Right near your hotel is a marvelous gourmet food store. I highly recommend it: Fauchon grocery stores. Ask your concierge for directions.

A couple of tips...
1) The metro is not a safe haven. It is great if you wear a money belt, do not flaunt your cell phone or purse. Use it but be careful. Use only cabs at night.
2) Use your concierge or tour guide to recommend good restaurants. The French rarely cook at home and often take out, so most neighborhood places are excellent and the concierges can recommend some that we and the guidebooks don't mention. We have never been steered wrong by a concierge in Paris.
3)One special thing to do for a few hours on a Saturday or Sunday is go to the elegant flea market in a horrible area of Paris. Wear a money belt! It is a wonderful experience.

Puces de Saint-Ouen

Open on Saturday (from between 8 and 9am to around 5:30 or 6:30pm) and Sunday (from about 9 or 10am to 5:30 or 6:30pm), as well as on Monday (from between 9 and 11am to 5 or 6:30pm) – all times very ish – Saint-Ouen’s flea markets are just to the north of Paris, M° Porte de Clignancourt. Take your time to wander around and enjoy the atmosphere, bearing in mind that Friday is “dealers day”.

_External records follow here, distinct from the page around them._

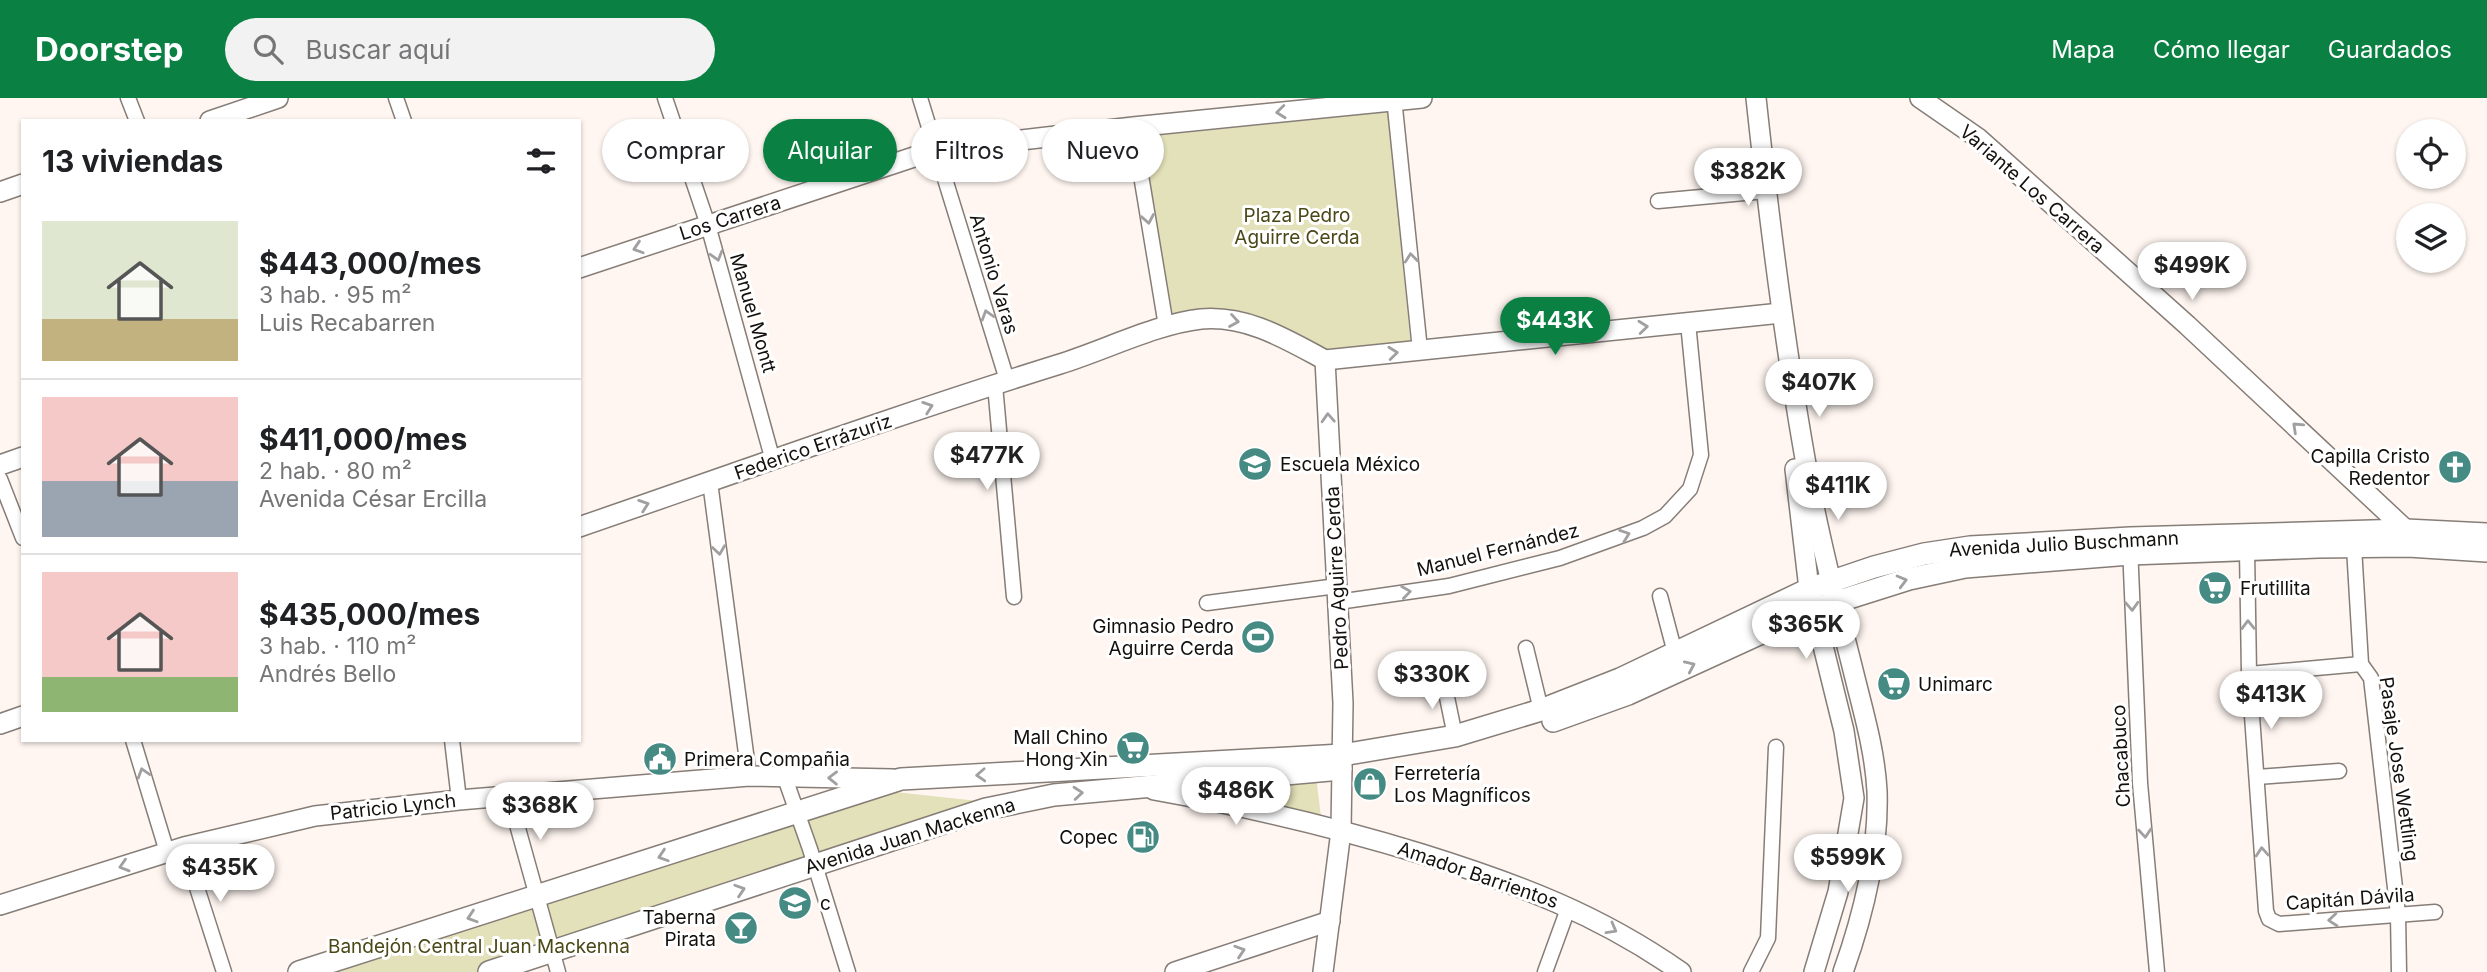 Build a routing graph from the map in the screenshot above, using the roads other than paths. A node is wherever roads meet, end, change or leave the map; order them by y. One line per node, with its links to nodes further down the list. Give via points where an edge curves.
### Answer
1 (128, 98): 10 (street)
2 (278, 98): 11 (street)
3 (396, 98): 12 (street)
4 (665, 98): 22 (street, Manuel Montt)
5 (920, 98): 13 (street, Antonio Varas)
6 (1422, 98): 9 (street, Los Carrera)
7 (1756, 98): 19 (street)
8 (1920, 98): 39 (street, Variante Los Carrera, one-way to 8, via 2197,334 1978,138)
9 (1394, 99): 14 (street, Los Carrera, one-way to 14); 27 (street, one-way to 9)
10 (136, 119)
11 (216, 119)
12 (403, 119)
13 (926, 119)
14 (1164, 124)
15 (911, 158): 22 (street, Los Carrera)
16 (944, 182): 30 (street, Antonio Varas, one-way to 16)
17 (1142, 182): 26 (street, one-way to 26)
18 (21, 185): 20 (street)
19 (1766, 191): 21 (street); 24 (street)
20 (0, 192)
21 (1658, 201)
22 (708, 225): 23 (street, Los Carrera, one-way to 23); 32 (street, Manuel Montt, one-way to 32)
23 (581, 267)
24 (1781, 313): 25 (street); 28 (street)
25 (1688, 323): 27 (street, one-way to 25); 45 (street, Manuel Fernández, one-way to 25, via 1449,586 1560,558 1665,516 1690,489 1701,455)
26 (1166, 326): 29 (street, Federico Errázuriz, one-way to 29, via 1202,319 1234,320 1269,331); 30 (street, Federico Errázuriz)
27 (1420, 350): 29 (street, one-way to 27)
28 (1788, 356): 44 (street, via 1810,488); 48 (street, via 1791,438)
29 (1325, 360): 45 (street, Pedro Aguirre Cerda, one-way to 29)
30 (1001, 382): 32 (street, Federico Errázuriz, one-way to 30); 47 (street, Antonio Varas)
31 (21, 458): 33 (street)
32 (774, 461): 35 (street, Federico Errázuriz)
33 (0, 465)
34 (0, 479): 37 (street)
35 (710, 482): 36 (street, Federico Errázuriz, one-way to 35); 66 (street, one-way to 66)
36 (581, 526)
37 (21, 533)
38 (2487, 534): 39 (main road, Avenida Julio Buschmann)
39 (2407, 538): 40 (main road, Avenida Julio Buschmann); 41 (main road, Avenida Julio Buschmann); 43 (main road, Avenida Julio Buschmann)
40 (2130, 546): 42 (main road, Avenida Julio Buschmann); 44 (main road, Avenida Julio Buschmann, via 1947,550 1900,559); 100 (street, Chacabuco, one-way to 100, via 2140,783)
41 (2354, 547): 42 (main road, Avenida Julio Buschmann); 52 (street, Pasaje Jose Wettling)
42 (2247, 550): 53 (street, one-way to 42)
43 (2487, 551)
44 (1834, 591): 48 (main road, Avenida Julio Buschmann); 56 (street)
45 (1338, 594): 49 (street, Manuel Fernández); 64 (street, Pedro Aguirre Cerda)
46 (1660, 596): 51 (street)
47 (1014, 597)
48 (1811, 599): 51 (main road, Avenida Julio Buschmann); 55 (street); 64 (main road, Avenida Julio Buschmann, one-way to 48, via 1451,749 1583,711 1628,694)
49 (1208, 603)
50 (1526, 648): 57 (street)
51 (1675, 653): 57 (main road, Avenida Julio Buschmann)
52 (2361, 664): 53 (street); 83 (street, Pasaje Jose Wettling, via 2371,678)
53 (2249, 674): 67 (street)
54 (1443, 678): 60 (street)
55 (1837, 703): 56 (street, via 1850,701); 72 (street)
56 (1863, 708): 74 (street)
57 (1541, 710): 60 (main road, Avenida Julio Buschmann)
58 (21, 717): 59 (street)
59 (0, 724)
60 (1455, 736): 64 (main road, Avenida Julio Buschmann)
61 (134, 742): 77 (street, one-way to 61)
62 (452, 742): 73 (street)
63 (1776, 747): 97 (street, via 1768,938)
64 (1345, 764): 69 (main road, Patricio Lynch, one-way to 69); 70 (main road, Avenida Juan Mackenna); 76 (street, Pedro Aguirre Cerda, via 1349,811)
65 (2339, 771): 67 (street)
66 (748, 776): 68 (street, Patricio Lynch); 71 (street, Patricio Lynch)
67 (2257, 777): 83 (street, Capitán Dávila, one-way to 67, via 2279,924 2269,919)
68 (785, 778): 69 (street, Patricio Lynch, one-way to 68); 75 (street)
69 (901, 779): 75 (main road)
70 (1137, 788): 76 (street, Avenida Juan Mackenna); 78 (main road, Avenida Juan Mackenna, one-way to 70, via 986,809 1054,795)
71 (509, 796): 73 (street, Patricio Lynch); 79 (street)
72 (1854, 798): 74 (street, via 1864,807); 84 (street)
73 (459, 800): 77 (street, Patricio Lynch, via 315,816)
74 (1877, 809): 86 (street)
75 (798, 812): 78 (street); 79 (main road, one-way to 79)
76 (1341, 831): 81 (street, Amador Barrientos, via 1484,873); 85 (street, Pedro Aguirre Cerda)
77 (175, 850): 80 (street, Patricio Lynch, one-way to 80); 88 (street)
78 (814, 865): 87 (main road, Avenida Juan Mackenna, one-way to 78); 92 (street)
79 (537, 897): 87 (street); 89 (main road, one-way to 89)
80 (0, 905)
81 (1569, 906): 95 (street); 96 (street, Amador Barrientos, one-way to 96)
82 (2435, 912): 83 (street, Capitán Dávila)
83 (2398, 915): 101 (street, Pasaje Jose Wettling)
84 (1830, 919): 86 (street, via 1848,914); 98 (street)
85 (1330, 921): 93 (street, one-way to 85); 94 (street, Pedro Aguirre Cerda)
86 (1857, 925): 99 (street)
87 (552, 951): 90 (main road, Avenida Juan Mackenna); 91 (street)
88 (224, 972)
89 (299, 972)
90 (489, 972)
91 (558, 972)
92 (848, 972)
93 (1175, 972)
94 (1323, 972)
95 (1545, 972)
96 (1681, 972)
97 (1751, 972)
98 (1814, 972)
99 (1843, 972)
100 (2157, 972)
101 (2399, 972)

What I like about this flea market, the biggest in the world, is the sense of being in another place and time, far away from the “real” world. You’ll have a sense of being removed from everyday reality, and the more you wander, the better it gets. This may compensate for the fact that you probably won’t find super bargains here, although the prices are lower than inside Paris proper. You also have all the advantages of buying from authorized dealers (like – if anything comes up later, you know where to find them!).

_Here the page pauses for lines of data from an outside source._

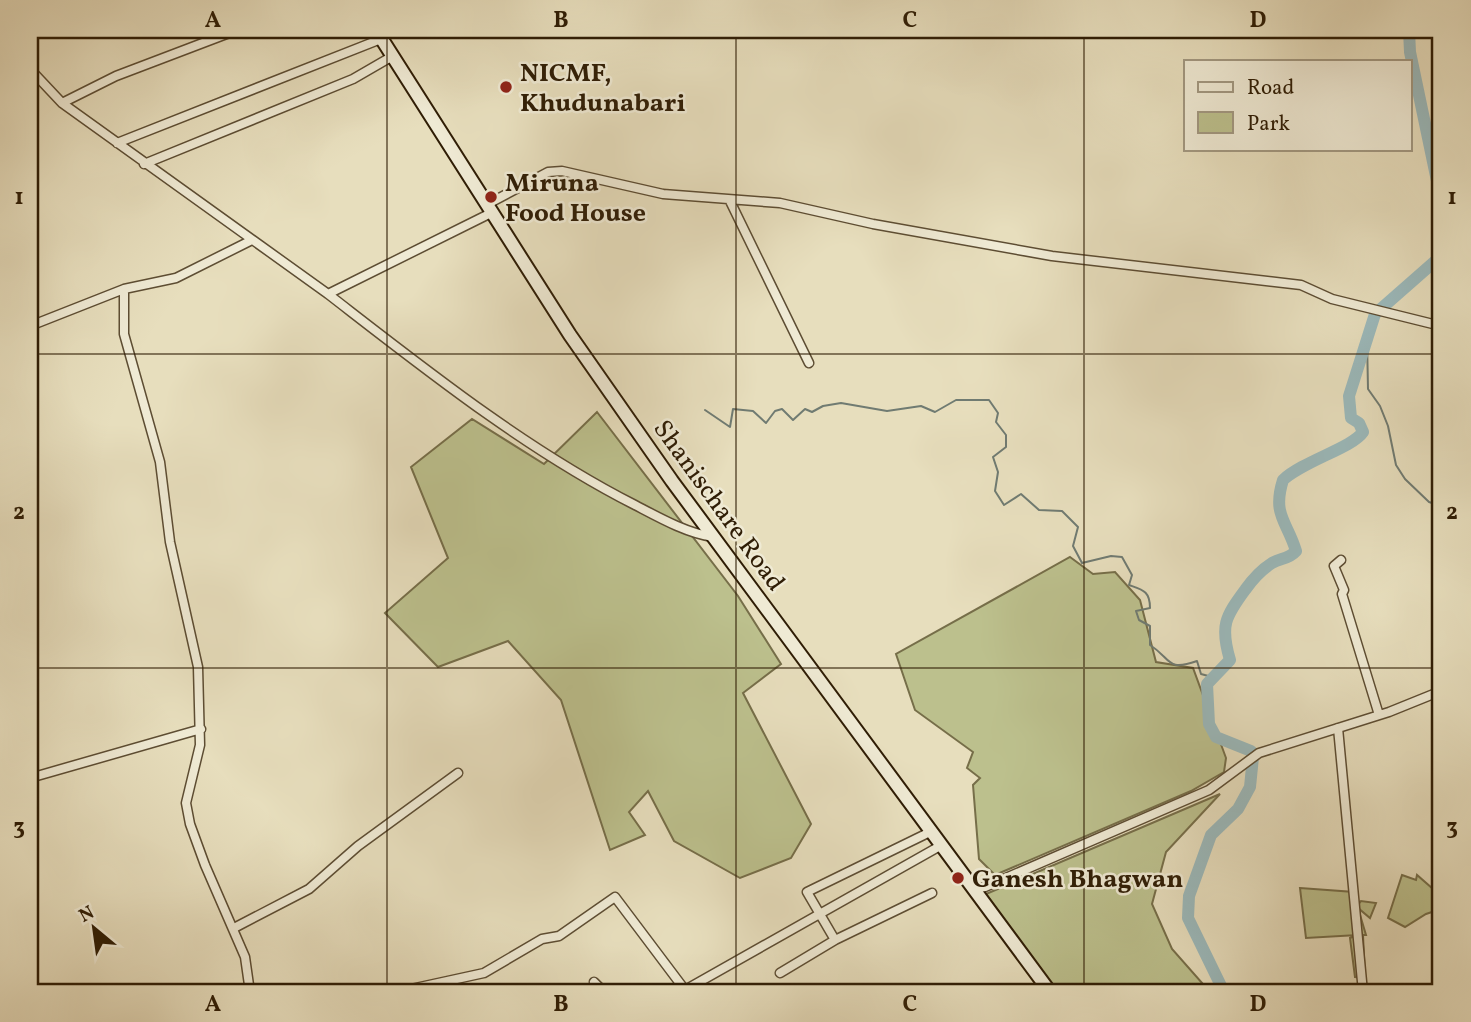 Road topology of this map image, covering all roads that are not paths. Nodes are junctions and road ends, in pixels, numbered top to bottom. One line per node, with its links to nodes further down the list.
1 (237, 30): 5 (street)
2 (379, 34): 3 (street, Shanischare Road); 6 (street)
3 (391, 57): 7 (street); 9 (street, Shanischare Road)
4 (30, 69): 5 (street)
5 (62, 103): 6 (street)
6 (117, 144): 7 (street)
7 (144, 164): 10 (street)
8 (730, 201): 9 (street); 14 (street); 15 (street)
9 (489, 209): 12 (street); 16 (street, Shanischare Road)
10 (252, 240): 11 (street); 12 (street)
11 (124, 289): 13 (street); 20 (street)
12 (328, 294): 16 (street)
13 (30, 326)
14 (1441, 326)
15 (809, 363)
16 (716, 538): 24 (street, Shanischare Road)
17 (1341, 560): 19 (street)
18 (1441, 691): 19 (street)
19 (1379, 715): 21 (street)
20 (201, 729): 23 (street); 29 (street)
21 (1338, 729): 26 (street); 37 (street)
22 (458, 774): 29 (street)
23 (30, 778)
24 (930, 832): 25 (street, Shanischare Road); 28 (street)
25 (940, 846): 26 (street, Shanischare Road); 28 (street)
26 (972, 889): 36 (street, Shanischare Road)
27 (932, 893): 30 (street)
28 (819, 913): 30 (street); 34 (street)
29 (234, 928): 33 (street)
30 (835, 940): 31 (street)
31 (780, 973)
32 (594, 982): 35 (street)
33 (250, 992)
34 (397, 992)
35 (604, 992)
36 (1050, 992)
37 (1363, 992)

The official market is organized into sub-markets, each with its own character and ambience. City walls used to separate Paris from its outskirts, and many of the poorer people who lived on the “other side” sold junk and old clothes to survive. Plus, there, they escaped city taxes! By the 1880s customers were already coming from the capital in search of secondhand items. Around 1920, when the walls were destroyed, the dealers organized themselves into official markets and sub-markets. As you browse around, you’ll also spot private businesses among these.